Iterate through rows and write new fields based on a criteria matched with reference table

YamMagar · ‎07-15-2015

Hello,

I am trying to iterate through rows in a attribute table( named here :target_table) and look for certain search criteria based on a reference_table.csv. Search criteria is a set of numbers (see below), if criteria is met then I would like to add new fields in target_table and write with values based on the reference_table.

reference_table:

Columns: sec1,sec2,sec3 and sec4 are used as a criteria to search in target_table rows (see below). Example, in the first row: 5,6,31,32(order is not an issue), if this combination of numbers matches while scanning through first 4 rows in the target_table then "Pick" and "cornderID" column will be added into target_table with their values 31 and 200100 respectively.

target_table:

This is a shape attribute table where script will scan trough column "label" then look for the first 4 rows( moving downward) and search for criteria(as mention above) and add new fields "Pick" and "cornerID" with their values . Example, the first 4 rows combination under field "label" is 1,6,36,31, so based on the search criteria from the reference_table, it should write Pick is 36 and cornerId is 700100. Below is what would final attribute table would look like;

Final:

Any suggestion with arcpy scripting and tools will be greatly appreciated !

Thanks !

XanderBakker · ‎07-15-2015

I changed the code a bit (it was assuming the label to be as second column), but I noticed that there are a lot of combinations that do not exist in the reference table (2358 out of 3410).

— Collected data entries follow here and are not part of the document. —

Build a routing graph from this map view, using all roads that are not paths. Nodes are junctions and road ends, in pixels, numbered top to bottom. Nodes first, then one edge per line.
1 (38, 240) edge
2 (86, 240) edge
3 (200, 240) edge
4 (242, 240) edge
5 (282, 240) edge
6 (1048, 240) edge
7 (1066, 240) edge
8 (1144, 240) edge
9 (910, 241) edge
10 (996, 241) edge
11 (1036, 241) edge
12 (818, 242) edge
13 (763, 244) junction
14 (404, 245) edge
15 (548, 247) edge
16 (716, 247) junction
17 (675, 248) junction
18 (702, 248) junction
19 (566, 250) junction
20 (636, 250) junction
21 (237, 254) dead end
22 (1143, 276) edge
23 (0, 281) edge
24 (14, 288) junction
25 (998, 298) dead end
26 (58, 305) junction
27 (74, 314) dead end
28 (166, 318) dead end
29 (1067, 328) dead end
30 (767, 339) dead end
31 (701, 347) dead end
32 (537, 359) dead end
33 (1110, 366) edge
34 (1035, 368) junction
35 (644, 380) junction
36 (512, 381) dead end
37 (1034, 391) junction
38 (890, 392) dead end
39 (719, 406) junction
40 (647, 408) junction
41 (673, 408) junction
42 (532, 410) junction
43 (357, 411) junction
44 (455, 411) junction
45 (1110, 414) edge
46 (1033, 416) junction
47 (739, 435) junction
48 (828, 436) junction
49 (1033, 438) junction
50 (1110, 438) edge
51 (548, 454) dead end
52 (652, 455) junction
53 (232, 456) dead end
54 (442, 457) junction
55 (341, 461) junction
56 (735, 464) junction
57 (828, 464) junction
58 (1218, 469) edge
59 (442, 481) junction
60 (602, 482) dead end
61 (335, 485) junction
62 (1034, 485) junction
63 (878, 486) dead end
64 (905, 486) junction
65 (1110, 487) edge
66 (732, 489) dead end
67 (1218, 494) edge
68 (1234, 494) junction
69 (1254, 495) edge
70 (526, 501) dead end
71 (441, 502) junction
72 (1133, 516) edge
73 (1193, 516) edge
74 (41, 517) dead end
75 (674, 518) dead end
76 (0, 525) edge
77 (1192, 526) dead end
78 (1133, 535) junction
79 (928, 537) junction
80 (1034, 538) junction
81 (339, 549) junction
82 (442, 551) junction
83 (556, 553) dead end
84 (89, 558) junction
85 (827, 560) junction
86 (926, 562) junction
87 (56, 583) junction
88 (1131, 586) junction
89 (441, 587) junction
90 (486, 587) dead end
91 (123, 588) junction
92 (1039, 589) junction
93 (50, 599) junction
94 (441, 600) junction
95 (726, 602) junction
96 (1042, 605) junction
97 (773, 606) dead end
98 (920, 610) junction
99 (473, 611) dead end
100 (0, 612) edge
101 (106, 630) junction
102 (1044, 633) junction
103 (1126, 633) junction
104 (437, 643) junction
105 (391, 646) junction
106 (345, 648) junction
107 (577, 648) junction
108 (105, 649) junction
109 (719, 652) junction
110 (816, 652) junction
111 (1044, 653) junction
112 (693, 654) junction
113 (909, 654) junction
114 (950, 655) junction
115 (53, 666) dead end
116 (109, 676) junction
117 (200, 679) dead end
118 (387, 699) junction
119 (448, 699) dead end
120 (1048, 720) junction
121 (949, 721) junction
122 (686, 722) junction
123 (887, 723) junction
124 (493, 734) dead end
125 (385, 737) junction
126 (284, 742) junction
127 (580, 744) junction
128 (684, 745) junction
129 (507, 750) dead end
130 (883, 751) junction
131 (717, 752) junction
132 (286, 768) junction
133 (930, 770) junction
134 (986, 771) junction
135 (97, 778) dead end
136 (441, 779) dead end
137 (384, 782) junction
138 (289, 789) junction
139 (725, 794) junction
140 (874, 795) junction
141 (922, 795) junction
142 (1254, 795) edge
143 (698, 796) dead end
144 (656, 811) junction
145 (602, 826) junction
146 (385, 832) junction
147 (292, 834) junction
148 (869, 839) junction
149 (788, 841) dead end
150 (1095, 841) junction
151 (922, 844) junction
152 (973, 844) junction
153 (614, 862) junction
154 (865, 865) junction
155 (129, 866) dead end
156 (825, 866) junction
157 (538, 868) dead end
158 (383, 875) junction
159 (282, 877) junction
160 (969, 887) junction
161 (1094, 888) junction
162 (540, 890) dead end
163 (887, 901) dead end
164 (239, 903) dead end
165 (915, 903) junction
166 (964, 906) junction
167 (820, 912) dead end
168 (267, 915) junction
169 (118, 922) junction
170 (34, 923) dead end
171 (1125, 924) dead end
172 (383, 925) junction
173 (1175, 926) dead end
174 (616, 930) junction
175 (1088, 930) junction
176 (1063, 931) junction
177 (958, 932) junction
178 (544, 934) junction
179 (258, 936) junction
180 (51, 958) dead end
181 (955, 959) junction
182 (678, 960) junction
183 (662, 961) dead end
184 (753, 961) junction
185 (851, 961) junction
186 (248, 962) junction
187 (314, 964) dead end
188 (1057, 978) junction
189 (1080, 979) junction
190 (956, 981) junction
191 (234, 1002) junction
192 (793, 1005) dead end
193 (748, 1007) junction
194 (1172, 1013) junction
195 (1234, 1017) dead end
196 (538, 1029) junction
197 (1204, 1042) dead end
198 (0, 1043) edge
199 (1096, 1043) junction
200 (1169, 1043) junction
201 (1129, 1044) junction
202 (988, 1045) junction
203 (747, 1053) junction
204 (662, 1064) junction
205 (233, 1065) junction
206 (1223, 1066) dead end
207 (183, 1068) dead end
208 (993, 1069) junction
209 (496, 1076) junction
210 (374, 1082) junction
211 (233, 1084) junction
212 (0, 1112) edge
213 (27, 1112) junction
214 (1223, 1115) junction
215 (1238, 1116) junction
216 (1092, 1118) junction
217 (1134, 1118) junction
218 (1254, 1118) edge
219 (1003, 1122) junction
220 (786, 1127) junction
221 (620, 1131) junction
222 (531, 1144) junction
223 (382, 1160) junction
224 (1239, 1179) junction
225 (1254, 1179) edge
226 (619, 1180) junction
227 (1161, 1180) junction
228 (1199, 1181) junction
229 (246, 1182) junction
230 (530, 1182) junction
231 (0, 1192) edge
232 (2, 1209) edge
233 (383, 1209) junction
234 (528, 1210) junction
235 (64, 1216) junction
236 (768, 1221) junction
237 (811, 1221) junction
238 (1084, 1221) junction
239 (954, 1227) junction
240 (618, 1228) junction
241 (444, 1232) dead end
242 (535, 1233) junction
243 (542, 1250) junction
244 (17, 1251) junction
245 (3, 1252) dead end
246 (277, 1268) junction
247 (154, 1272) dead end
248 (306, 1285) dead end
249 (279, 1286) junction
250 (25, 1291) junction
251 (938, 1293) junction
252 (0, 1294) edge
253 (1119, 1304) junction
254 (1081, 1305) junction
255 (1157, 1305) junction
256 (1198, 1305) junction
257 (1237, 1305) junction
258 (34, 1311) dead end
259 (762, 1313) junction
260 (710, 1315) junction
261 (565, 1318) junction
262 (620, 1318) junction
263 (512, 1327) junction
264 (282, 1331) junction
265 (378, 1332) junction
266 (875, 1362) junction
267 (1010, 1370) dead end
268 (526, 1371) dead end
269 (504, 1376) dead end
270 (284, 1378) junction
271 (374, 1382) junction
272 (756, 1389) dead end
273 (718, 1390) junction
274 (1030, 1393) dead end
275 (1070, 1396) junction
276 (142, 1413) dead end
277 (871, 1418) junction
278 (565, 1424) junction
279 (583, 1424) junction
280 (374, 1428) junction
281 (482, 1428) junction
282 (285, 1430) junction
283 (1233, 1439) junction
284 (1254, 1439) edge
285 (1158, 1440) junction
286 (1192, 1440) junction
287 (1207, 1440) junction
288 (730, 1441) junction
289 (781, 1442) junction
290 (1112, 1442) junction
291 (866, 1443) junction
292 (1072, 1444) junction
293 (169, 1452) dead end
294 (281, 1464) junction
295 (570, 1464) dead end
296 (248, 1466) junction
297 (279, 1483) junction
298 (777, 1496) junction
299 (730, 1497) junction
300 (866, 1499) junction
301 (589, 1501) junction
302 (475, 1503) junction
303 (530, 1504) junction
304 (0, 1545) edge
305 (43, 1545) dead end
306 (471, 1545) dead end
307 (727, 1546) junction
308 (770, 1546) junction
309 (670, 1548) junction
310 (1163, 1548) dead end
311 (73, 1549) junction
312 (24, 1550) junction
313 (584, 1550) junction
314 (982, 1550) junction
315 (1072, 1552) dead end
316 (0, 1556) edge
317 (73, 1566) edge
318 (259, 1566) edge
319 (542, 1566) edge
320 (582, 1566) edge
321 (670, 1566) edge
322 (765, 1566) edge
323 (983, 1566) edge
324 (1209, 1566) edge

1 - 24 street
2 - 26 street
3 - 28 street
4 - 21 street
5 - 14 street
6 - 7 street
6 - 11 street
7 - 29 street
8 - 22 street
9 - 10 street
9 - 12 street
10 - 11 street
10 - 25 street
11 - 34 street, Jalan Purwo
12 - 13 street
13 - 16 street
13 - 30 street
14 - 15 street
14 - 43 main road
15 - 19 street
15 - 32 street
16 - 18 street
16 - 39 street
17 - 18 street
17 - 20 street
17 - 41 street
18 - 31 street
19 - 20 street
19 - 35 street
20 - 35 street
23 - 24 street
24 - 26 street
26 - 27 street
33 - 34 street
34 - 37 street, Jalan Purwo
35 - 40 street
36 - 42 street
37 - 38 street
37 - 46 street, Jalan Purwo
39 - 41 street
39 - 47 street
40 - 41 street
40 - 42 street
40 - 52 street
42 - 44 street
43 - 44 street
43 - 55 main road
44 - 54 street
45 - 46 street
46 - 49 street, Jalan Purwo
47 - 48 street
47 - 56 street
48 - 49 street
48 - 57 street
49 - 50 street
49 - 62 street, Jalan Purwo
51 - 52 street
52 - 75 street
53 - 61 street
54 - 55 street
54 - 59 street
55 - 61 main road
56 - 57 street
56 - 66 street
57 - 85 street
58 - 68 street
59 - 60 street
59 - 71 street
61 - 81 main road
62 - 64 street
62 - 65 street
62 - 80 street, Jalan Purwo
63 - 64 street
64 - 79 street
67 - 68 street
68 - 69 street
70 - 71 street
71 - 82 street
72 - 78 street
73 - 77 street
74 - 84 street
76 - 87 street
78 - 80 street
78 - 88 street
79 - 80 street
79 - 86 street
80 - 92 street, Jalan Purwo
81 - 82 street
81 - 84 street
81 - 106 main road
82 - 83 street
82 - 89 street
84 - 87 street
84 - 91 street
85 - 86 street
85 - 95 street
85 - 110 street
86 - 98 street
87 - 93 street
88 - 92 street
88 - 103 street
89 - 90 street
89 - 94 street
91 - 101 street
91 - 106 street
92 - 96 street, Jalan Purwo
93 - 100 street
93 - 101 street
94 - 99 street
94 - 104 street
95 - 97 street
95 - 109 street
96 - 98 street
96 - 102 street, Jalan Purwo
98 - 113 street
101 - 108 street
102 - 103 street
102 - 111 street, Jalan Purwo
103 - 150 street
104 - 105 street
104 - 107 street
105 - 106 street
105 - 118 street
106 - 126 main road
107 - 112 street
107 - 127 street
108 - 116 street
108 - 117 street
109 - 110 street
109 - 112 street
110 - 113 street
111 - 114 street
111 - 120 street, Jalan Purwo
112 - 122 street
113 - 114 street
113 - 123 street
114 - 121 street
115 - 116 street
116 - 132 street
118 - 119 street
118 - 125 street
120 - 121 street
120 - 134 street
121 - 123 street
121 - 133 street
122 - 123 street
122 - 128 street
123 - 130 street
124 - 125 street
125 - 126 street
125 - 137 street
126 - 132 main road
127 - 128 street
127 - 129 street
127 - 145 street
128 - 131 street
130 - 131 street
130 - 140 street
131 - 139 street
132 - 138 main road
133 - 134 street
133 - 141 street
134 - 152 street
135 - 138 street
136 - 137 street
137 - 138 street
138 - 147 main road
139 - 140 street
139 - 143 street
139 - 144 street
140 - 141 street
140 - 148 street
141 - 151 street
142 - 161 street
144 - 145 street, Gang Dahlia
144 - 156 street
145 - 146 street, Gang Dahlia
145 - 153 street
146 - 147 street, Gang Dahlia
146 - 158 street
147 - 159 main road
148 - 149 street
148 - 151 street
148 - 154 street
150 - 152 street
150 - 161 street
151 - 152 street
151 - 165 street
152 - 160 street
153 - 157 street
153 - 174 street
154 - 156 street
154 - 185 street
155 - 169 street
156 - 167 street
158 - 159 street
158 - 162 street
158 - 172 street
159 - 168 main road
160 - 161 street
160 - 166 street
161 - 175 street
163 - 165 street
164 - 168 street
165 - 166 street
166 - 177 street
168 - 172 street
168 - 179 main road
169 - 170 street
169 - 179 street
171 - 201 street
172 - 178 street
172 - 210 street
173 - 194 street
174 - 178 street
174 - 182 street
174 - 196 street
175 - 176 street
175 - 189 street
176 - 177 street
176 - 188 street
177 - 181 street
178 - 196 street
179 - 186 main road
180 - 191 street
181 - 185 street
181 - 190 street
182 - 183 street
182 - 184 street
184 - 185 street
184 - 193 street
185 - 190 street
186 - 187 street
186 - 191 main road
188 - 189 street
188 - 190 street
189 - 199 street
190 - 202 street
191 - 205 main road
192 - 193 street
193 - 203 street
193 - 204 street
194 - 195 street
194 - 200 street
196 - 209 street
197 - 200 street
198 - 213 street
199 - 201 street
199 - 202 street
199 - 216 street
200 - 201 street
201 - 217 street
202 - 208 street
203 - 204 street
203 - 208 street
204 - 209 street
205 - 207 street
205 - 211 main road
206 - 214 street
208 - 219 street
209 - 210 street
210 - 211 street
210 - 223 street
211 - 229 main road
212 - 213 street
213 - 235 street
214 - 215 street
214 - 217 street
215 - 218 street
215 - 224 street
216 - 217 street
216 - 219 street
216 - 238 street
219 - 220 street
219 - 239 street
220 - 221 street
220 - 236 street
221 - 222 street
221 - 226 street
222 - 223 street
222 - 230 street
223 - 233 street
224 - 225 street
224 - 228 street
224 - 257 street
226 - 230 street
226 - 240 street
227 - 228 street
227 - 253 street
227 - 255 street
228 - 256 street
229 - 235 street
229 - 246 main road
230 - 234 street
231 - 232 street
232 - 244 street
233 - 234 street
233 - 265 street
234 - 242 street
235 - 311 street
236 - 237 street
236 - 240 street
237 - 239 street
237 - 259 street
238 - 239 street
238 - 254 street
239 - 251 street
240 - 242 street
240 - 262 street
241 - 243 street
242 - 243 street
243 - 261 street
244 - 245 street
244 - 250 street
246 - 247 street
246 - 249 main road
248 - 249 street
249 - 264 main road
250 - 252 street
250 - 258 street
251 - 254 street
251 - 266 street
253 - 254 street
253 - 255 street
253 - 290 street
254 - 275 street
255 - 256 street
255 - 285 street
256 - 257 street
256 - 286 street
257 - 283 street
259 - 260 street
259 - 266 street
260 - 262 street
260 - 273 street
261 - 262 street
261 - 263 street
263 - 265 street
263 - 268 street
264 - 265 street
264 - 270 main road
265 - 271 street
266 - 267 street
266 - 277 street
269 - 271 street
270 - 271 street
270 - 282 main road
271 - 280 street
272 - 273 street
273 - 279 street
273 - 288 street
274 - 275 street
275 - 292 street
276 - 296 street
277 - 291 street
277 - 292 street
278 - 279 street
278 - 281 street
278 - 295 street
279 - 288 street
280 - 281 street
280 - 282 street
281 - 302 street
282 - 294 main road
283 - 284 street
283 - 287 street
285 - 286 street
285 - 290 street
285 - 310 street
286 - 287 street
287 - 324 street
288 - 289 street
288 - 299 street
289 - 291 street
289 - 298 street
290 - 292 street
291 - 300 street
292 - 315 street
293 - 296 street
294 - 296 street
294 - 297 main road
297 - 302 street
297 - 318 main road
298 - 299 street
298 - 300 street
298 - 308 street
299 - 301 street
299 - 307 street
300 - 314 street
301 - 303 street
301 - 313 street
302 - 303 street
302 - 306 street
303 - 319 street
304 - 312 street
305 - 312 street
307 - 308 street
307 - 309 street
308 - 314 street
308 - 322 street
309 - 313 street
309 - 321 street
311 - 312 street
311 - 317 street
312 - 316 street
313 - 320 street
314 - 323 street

Changed code (files on lines 4 and 5, indexes on line 61 and 64):

import csv

def main():
    ref = r"D:\Xander\GeoNet\CSVreftarg\referenceALL_table.csv"
    tar = r"D:\Xander\GeoNet\CSVreftarg\targetSubset_table.csv"

    # fill dictionaries
    dct_ref = createRefDict(ref)
    dct_tar, dct_data = createTarDict(tar)

    # read data and enrich
    for fid, vals in dct_data.items():
        if fid in dct_tar:
            key = dct_tar[fid]
            if key in dct_ref:
                lst = dct_ref[key]
                vals.extend(lst)
                dct_data[fid] = vals

    # check result:
    for fid, vals in sorted(dct_data.items()):
        print "{0},{1}".format(fid, ",".join(str(a) for a in vals))

def createRefDict(ref):
    # create dict with key is list of value
    # and value is list of return values
    # sec1,sec2,sec3,sec4,Pick,cornerID
    dct = {}
    with open(ref, 'rb') as f:
        reader = csv.reader(f)
        cnt = 0
        for row in reader:
            cnt += 1
            if cnt == 1:
                pass  # header
            else:
                key = generateKey(row[:4])
                dct[key] = row[4:]
    return dct

def createTarDict(tar):
    # read 4 records and compose label list,
    # insert this list for every FID
    # FID,OBJECTID,Join_Count,TARGET_FID,lndkey,label,lndkey_1
    dct = {}
    lst_fid = []
    lst_lbl = []
    dct_data = {}
    with open(tar, 'rb') as f:
        reader = csv.reader(f)
        cnt = 0
        for row in reader:
            cnt += 1
            if cnt > 1:
                dct_data[row[0]] = row[1:]
                if (cnt-2) % 4 == 0:
                    key = generateKey(lst_lbl)
                    for fid in lst_fid:
                        dct[fid] = key
                    lst_fid = [row[0]]
                    lst_lbl = [row[5]] # was row[1]
                else:
                    fid = row[0]
                    lbl = row[5] # was row[1]
                    lst_fid.append(fid)
                    lst_lbl.append(lbl)
        # add last sequence
        key = generateKey(lst_lbl)
        for fid in lst_fid:
            dct[fid] = key
    return dct, dct_data

def generateKey(lst):
    lst2 = sorted([int(a) for a in lst])
    return ",".join(([str(a) for a in lst2]))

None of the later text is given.